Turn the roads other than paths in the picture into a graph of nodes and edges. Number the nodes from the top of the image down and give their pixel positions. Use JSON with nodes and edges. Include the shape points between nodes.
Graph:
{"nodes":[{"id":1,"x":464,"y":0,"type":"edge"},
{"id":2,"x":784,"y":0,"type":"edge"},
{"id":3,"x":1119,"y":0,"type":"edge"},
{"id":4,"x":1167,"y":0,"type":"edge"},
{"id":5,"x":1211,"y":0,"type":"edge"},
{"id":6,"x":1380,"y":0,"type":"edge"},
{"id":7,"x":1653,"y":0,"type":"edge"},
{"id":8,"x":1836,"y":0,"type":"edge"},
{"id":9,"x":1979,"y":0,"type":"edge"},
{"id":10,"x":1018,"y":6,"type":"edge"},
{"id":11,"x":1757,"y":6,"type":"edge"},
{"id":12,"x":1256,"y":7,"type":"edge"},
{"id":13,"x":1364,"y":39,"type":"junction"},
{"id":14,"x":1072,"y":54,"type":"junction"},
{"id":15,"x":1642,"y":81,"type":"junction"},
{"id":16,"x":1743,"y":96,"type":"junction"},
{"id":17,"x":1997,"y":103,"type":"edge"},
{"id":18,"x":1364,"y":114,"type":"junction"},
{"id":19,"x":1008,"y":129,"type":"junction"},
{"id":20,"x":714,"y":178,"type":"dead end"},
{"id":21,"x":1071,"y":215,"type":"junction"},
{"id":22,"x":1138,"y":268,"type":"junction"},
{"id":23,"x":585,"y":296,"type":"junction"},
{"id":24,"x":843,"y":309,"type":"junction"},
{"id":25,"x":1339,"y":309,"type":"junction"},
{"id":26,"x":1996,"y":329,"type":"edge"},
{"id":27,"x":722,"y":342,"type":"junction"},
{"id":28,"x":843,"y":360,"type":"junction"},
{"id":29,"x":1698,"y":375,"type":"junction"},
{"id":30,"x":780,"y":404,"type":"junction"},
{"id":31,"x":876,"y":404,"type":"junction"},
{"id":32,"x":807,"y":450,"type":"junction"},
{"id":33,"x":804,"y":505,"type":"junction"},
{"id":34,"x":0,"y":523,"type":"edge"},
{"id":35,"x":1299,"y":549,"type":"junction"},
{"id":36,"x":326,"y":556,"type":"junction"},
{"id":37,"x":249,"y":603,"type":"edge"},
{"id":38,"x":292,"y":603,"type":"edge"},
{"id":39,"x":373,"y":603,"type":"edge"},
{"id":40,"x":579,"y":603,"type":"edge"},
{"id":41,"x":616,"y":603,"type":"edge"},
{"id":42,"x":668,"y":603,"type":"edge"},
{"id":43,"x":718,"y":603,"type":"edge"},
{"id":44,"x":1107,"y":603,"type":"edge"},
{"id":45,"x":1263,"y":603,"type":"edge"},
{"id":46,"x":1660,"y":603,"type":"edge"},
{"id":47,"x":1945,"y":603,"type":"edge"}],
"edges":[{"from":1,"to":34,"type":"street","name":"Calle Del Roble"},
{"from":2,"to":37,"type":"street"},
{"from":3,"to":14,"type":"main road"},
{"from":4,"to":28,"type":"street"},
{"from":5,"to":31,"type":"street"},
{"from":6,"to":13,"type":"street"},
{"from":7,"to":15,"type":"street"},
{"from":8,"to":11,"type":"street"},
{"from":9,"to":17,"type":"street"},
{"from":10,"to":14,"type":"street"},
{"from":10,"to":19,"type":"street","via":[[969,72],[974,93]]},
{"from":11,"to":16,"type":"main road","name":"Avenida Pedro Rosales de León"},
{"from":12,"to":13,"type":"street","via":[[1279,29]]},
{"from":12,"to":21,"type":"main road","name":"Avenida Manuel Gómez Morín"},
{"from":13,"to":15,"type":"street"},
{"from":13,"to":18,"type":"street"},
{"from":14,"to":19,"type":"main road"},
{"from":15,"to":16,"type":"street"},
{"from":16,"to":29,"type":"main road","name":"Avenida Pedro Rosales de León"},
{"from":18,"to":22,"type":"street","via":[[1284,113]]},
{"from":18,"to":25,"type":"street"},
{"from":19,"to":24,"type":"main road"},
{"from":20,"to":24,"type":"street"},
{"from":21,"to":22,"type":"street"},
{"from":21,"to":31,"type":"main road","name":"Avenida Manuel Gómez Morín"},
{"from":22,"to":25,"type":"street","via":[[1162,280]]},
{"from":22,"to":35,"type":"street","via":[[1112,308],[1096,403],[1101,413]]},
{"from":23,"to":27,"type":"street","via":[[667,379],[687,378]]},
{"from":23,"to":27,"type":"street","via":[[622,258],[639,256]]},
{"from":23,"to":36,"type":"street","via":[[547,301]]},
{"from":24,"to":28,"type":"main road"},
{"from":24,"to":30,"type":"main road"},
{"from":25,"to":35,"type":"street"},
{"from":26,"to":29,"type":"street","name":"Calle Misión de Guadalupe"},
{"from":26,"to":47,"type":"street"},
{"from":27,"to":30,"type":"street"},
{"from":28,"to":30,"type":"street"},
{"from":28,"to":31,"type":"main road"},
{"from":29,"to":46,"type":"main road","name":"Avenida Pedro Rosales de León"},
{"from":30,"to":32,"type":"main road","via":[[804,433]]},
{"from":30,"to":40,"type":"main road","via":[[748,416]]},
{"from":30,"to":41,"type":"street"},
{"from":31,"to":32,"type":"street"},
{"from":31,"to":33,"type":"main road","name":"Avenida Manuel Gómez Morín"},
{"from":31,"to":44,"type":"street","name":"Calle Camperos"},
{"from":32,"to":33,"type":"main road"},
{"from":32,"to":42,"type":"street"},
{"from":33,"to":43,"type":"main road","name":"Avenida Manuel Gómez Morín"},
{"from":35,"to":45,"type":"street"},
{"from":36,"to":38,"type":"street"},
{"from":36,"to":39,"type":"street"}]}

### Required work:
All of the material, start to finish, should be retyped exactly.

### Result of this exercise:
Turn the roads other than paths in the picture into a graph of nodes and edges. Number the nodes from the top of the image down and give their pixel positions. Use JSON with nodes and edges. Include the shape points between nodes.
Graph:
{"nodes":[{"id":1,"x":464,"y":0,"type":"edge"},
{"id":2,"x":784,"y":0,"type":"edge"},
{"id":3,"x":1119,"y":0,"type":"edge"},
{"id":4,"x":1167,"y":0,"type":"edge"},
{"id":5,"x":1211,"y":0,"type":"edge"},
{"id":6,"x":1380,"y":0,"type":"edge"},
{"id":7,"x":1653,"y":0,"type":"edge"},
{"id":8,"x":1836,"y":0,"type":"edge"},
{"id":9,"x":1979,"y":0,"type":"edge"},
{"id":10,"x":1018,"y":6,"type":"edge"},
{"id":11,"x":1757,"y":6,"type":"edge"},
{"id":12,"x":1256,"y":7,"type":"edge"},
{"id":13,"x":1364,"y":39,"type":"junction"},
{"id":14,"x":1072,"y":54,"type":"junction"},
{"id":15,"x":1642,"y":81,"type":"junction"},
{"id":16,"x":1743,"y":96,"type":"junction"},
{"id":17,"x":1997,"y":103,"type":"edge"},
{"id":18,"x":1364,"y":114,"type":"junction"},
{"id":19,"x":1008,"y":129,"type":"junction"},
{"id":20,"x":714,"y":178,"type":"dead end"},
{"id":21,"x":1071,"y":215,"type":"junction"},
{"id":22,"x":1138,"y":268,"type":"junction"},
{"id":23,"x":585,"y":296,"type":"junction"},
{"id":24,"x":843,"y":309,"type":"junction"},
{"id":25,"x":1339,"y":309,"type":"junction"},
{"id":26,"x":1996,"y":329,"type":"edge"},
{"id":27,"x":722,"y":342,"type":"junction"},
{"id":28,"x":843,"y":360,"type":"junction"},
{"id":29,"x":1698,"y":375,"type":"junction"},
{"id":30,"x":780,"y":404,"type":"junction"},
{"id":31,"x":876,"y":404,"type":"junction"},
{"id":32,"x":807,"y":450,"type":"junction"},
{"id":33,"x":804,"y":505,"type":"junction"},
{"id":34,"x":0,"y":523,"type":"edge"},
{"id":35,"x":1299,"y":549,"type":"junction"},
{"id":36,"x":326,"y":556,"type":"junction"},
{"id":37,"x":249,"y":603,"type":"edge"},
{"id":38,"x":292,"y":603,"type":"edge"},
{"id":39,"x":373,"y":603,"type":"edge"},
{"id":40,"x":579,"y":603,"type":"edge"},
{"id":41,"x":616,"y":603,"type":"edge"},
{"id":42,"x":668,"y":603,"type":"edge"},
{"id":43,"x":718,"y":603,"type":"edge"},
{"id":44,"x":1107,"y":603,"type":"edge"},
{"id":45,"x":1263,"y":603,"type":"edge"},
{"id":46,"x":1660,"y":603,"type":"edge"},
{"id":47,"x":1945,"y":603,"type":"edge"}],
"edges":[{"from":1,"to":34,"type":"street","name":"Calle Del Roble"},
{"from":2,"to":37,"type":"street"},
{"from":3,"to":14,"type":"main road"},
{"from":4,"to":28,"type":"street"},
{"from":5,"to":31,"type":"street"},
{"from":6,"to":13,"type":"street"},
{"from":7,"to":15,"type":"street"},
{"from":8,"to":11,"type":"street"},
{"from":9,"to":17,"type":"street"},
{"from":10,"to":14,"type":"street"},
{"from":10,"to":19,"type":"street","via":[[969,72],[974,93]]},
{"from":11,"to":16,"type":"main road","name":"Avenida Pedro Rosales de León"},
{"from":12,"to":13,"type":"street","via":[[1279,29]]},
{"from":12,"to":21,"type":"main road","name":"Avenida Manuel Gómez Morín"},
{"from":13,"to":15,"type":"street"},
{"from":13,"to":18,"type":"street"},
{"from":14,"to":19,"type":"main road"},
{"from":15,"to":16,"type":"street"},
{"from":16,"to":29,"type":"main road","name":"Avenida Pedro Rosales de León"},
{"from":18,"to":22,"type":"street","via":[[1284,113]]},
{"from":18,"to":25,"type":"street"},
{"from":19,"to":24,"type":"main road"},
{"from":20,"to":24,"type":"street"},
{"from":21,"to":22,"type":"street"},
{"from":21,"to":31,"type":"main road","name":"Avenida Manuel Gómez Morín"},
{"from":22,"to":25,"type":"street","via":[[1162,280]]},
{"from":22,"to":35,"type":"street","via":[[1112,308],[1096,403],[1101,413]]},
{"from":23,"to":27,"type":"street","via":[[667,379],[687,378]]},
{"from":23,"to":27,"type":"street","via":[[622,258],[639,256]]},
{"from":23,"to":36,"type":"street","via":[[547,301]]},
{"from":24,"to":28,"type":"main road"},
{"from":24,"to":30,"type":"main road"},
{"from":25,"to":35,"type":"street"},
{"from":26,"to":29,"type":"street","name":"Calle Misión de Guadalupe"},
{"from":26,"to":47,"type":"street"},
{"from":27,"to":30,"type":"street"},
{"from":28,"to":30,"type":"street"},
{"from":28,"to":31,"type":"main road"},
{"from":29,"to":46,"type":"main road","name":"Avenida Pedro Rosales de León"},
{"from":30,"to":32,"type":"main road","via":[[804,433]]},
{"from":30,"to":40,"type":"main road","via":[[748,416]]},
{"from":30,"to":41,"type":"street"},
{"from":31,"to":32,"type":"street"},
{"from":31,"to":33,"type":"main road","name":"Avenida Manuel Gómez Morín"},
{"from":31,"to":44,"type":"street","name":"Calle Camperos"},
{"from":32,"to":33,"type":"main road"},
{"from":32,"to":42,"type":"street"},
{"from":33,"to":43,"type":"main road","name":"Avenida Manuel Gómez Morín"},
{"from":35,"to":45,"type":"street"},
{"from":36,"to":38,"type":"street"},
{"from":36,"to":39,"type":"street"}]}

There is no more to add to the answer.